When the motor is finished it will be fed through a 41mm Keihin CR carb and spent through a custom exhaust designed by James and Elmer. They have figured out a way to adapt a 660 Rallye exhaust system to the 640. This is important for a couple reasons: first, it accommodates the rear auxiliary fuel tank on the left side and, next, allows for the 660 Rallye bellypan with its 3 liters of water capacity. James welded on some tabs for the pan on the frame and the bolt-up was farily simple. They contracted Robinson Racing to fabricate the header and even before it worked as good as it did it was a work of art, moto-art anyway. Another reason this setup works so well is because it uses an exhaust canister that is nearly indestructible and easy to replace during the Rally, for a fee.
So many technical decisions are made contingent on it being destroyed during the race in the middle of the desert. If you have to replace an item you had better hope you can buy it from someone or you brought one from home. For me, I am buying space on James’s support truck to carry whatever I feel cannot be supplied by the KTM support package. On the truck will be a number of "640-only" items that simply cannot be replaced by the factory guys.
KTM offers a support package for around 2,000. Euro if you happen to be on a 660 Rallye from 2001. That only gives you pleasure of buying off their truck. You are basically paying KTM to carry your spares. Cheap insurance any way you look at it. During the race, anything that breaks you, or your mechanic, only have to walk up to the truck and request a part. It isn’t cheap but, then again, there aren’t many KTM dealers in Mali and Mauritania.
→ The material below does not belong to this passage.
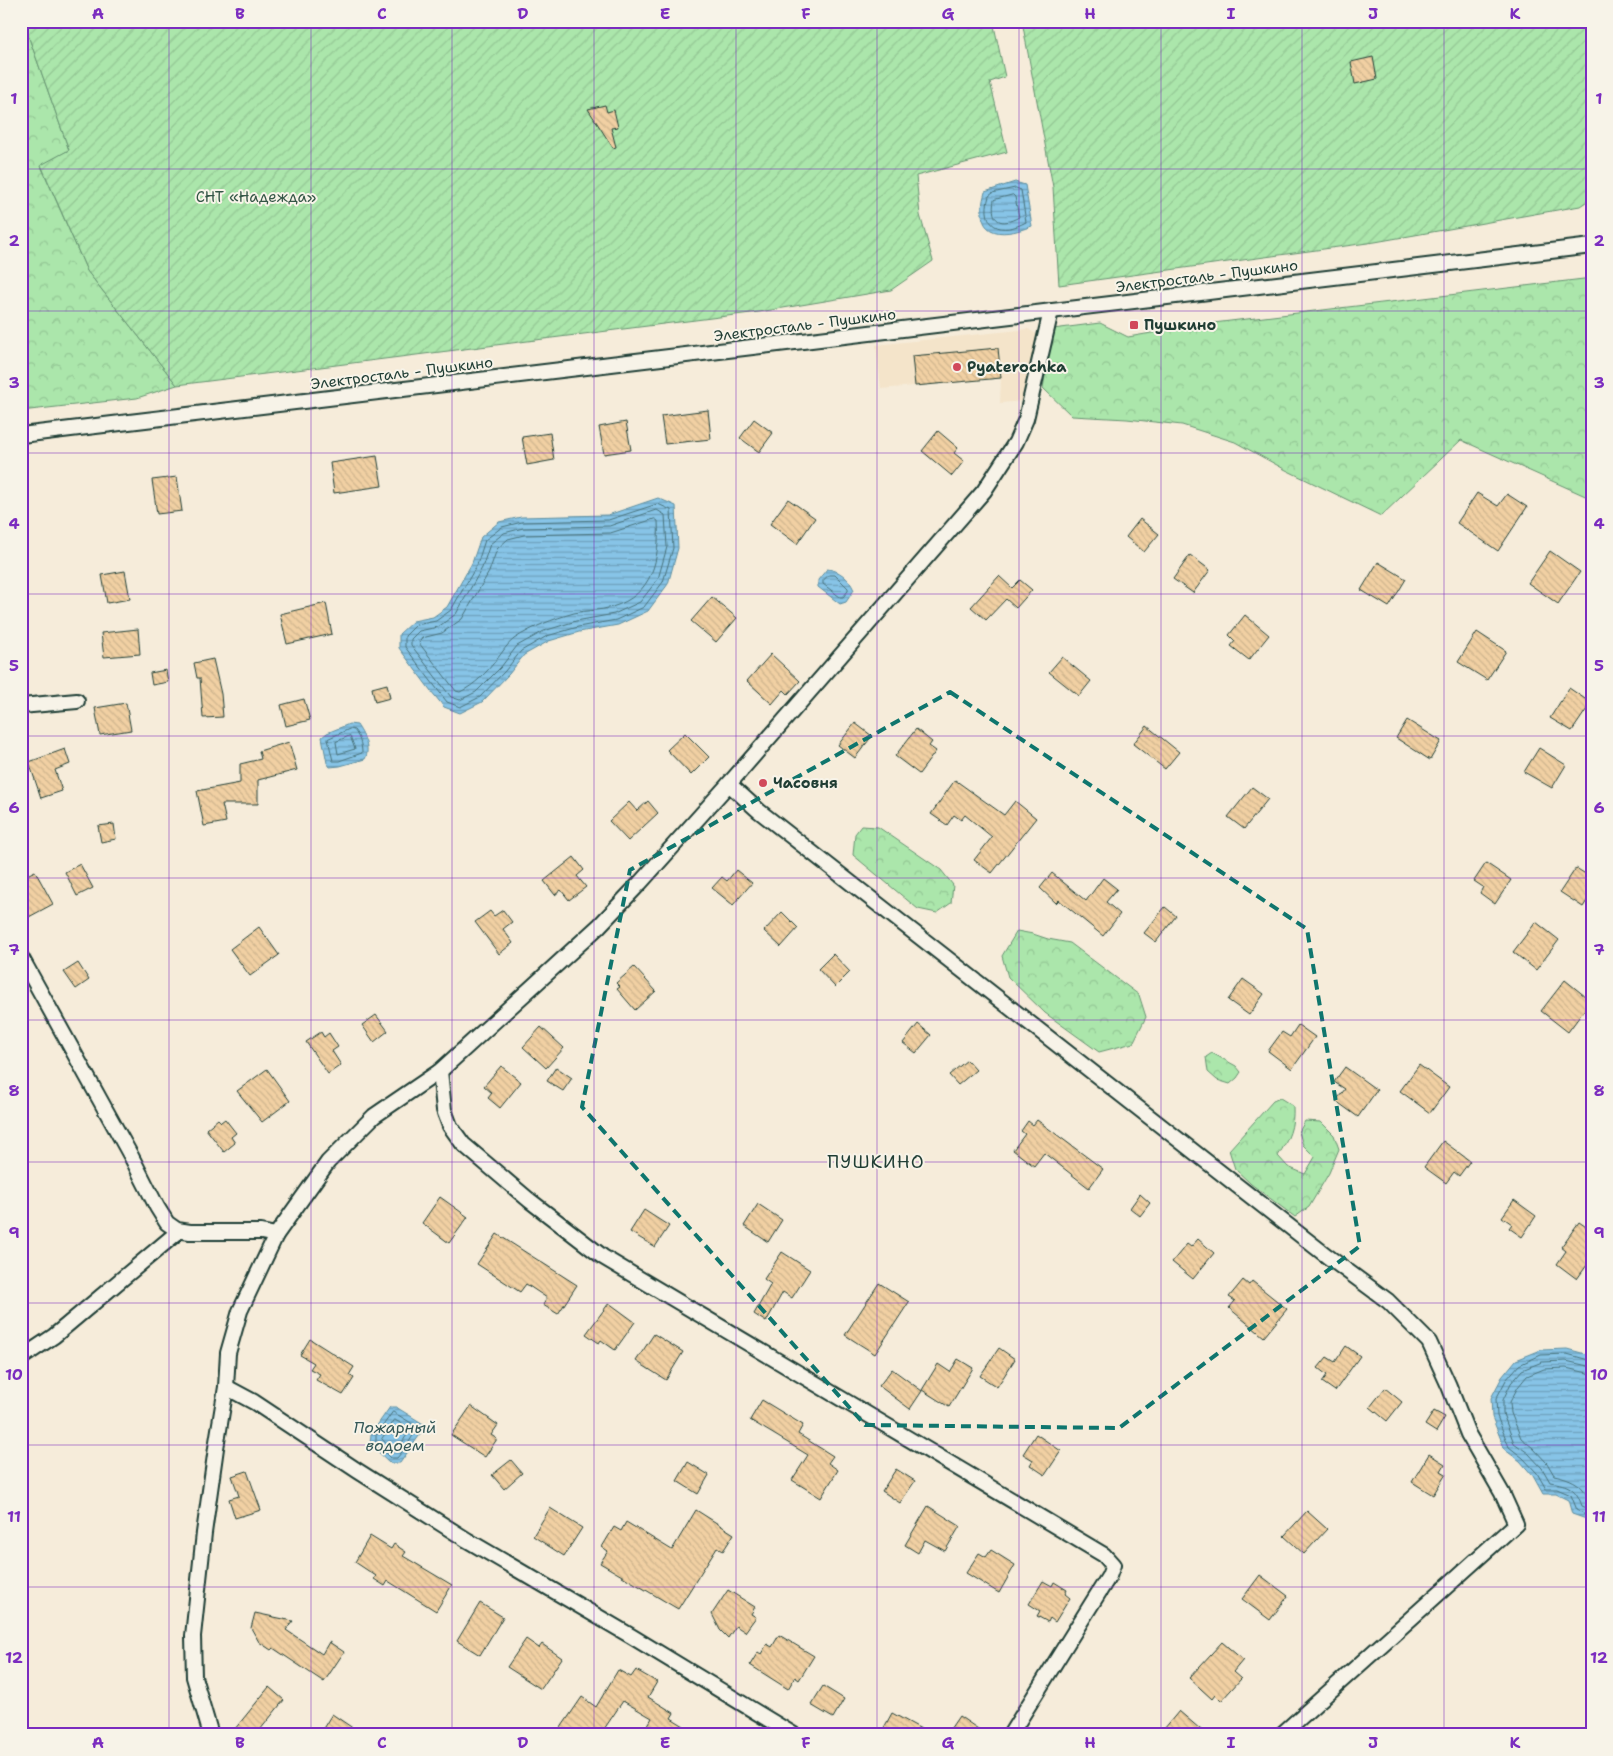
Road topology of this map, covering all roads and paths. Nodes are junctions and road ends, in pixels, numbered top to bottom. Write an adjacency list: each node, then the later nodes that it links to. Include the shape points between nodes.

The next major task was to figure out how to accommodate all the navigation gear in the already confined dashboard. Once again, James and Elmer reworked the stock brackets, subframes and wiring to simplify all the additional equipment. The stock dash is tossed and in its place will be two ICO odometers (one is a backup), a proprietary ASO GPS and bracket, a speedo-cap that simultaneously displays your speed in kms and your compass heading for navigation. There is also a Sentinel alarm and beeper to warn me of any approaching vehicles from behind and a Balise system and Iritrack to track my progress and call the ASO in the case of emergency. It is a lot of extra wiring and a real exercise in efficient use of space and usable wattage.
In case you haven’t figured yet, my bike will basically be a JJE Team Racing privateer bike. James has a goal of putting together a privateer bike program for lease where a customer can almost literally arrive and ride, at least as much as you can “arrive and ride” at Dakar.
For bike mods there are a lot of little things that will come to surface and need to be addressed between now and the start. In an effort to keep everything as simple as possible there won’t be any modifications to the engine to increase power. There is enough power to reach the mandatory speed limit of 95mph and anything that could potentially compromise reliability is automatically out.
A few others that have been essential in my privateer bid for the Pink Lake need to be recognized: my buddy Jason at Discount Powersports helped me out enormously with parts and spares as well as introducing me to off-road riding four years ago. Ken Cox at Pro Moto KTM in Woodstock, GA was extremely enthusiastic when asked to help out with the ordering of the Austria-only KTM replacement parts and the KTM support package. Chris at Woody’s Wheels in Denver, Colorado built up some super strong, light wheels racing wheels and really embraced the whole Dakar privateer effort.
The overwhelming enthusiasm from those in the motorcycle industry has been wonderful. I am constantly amazed at how people upon hearing about Dakar are motivated to help in any way they can.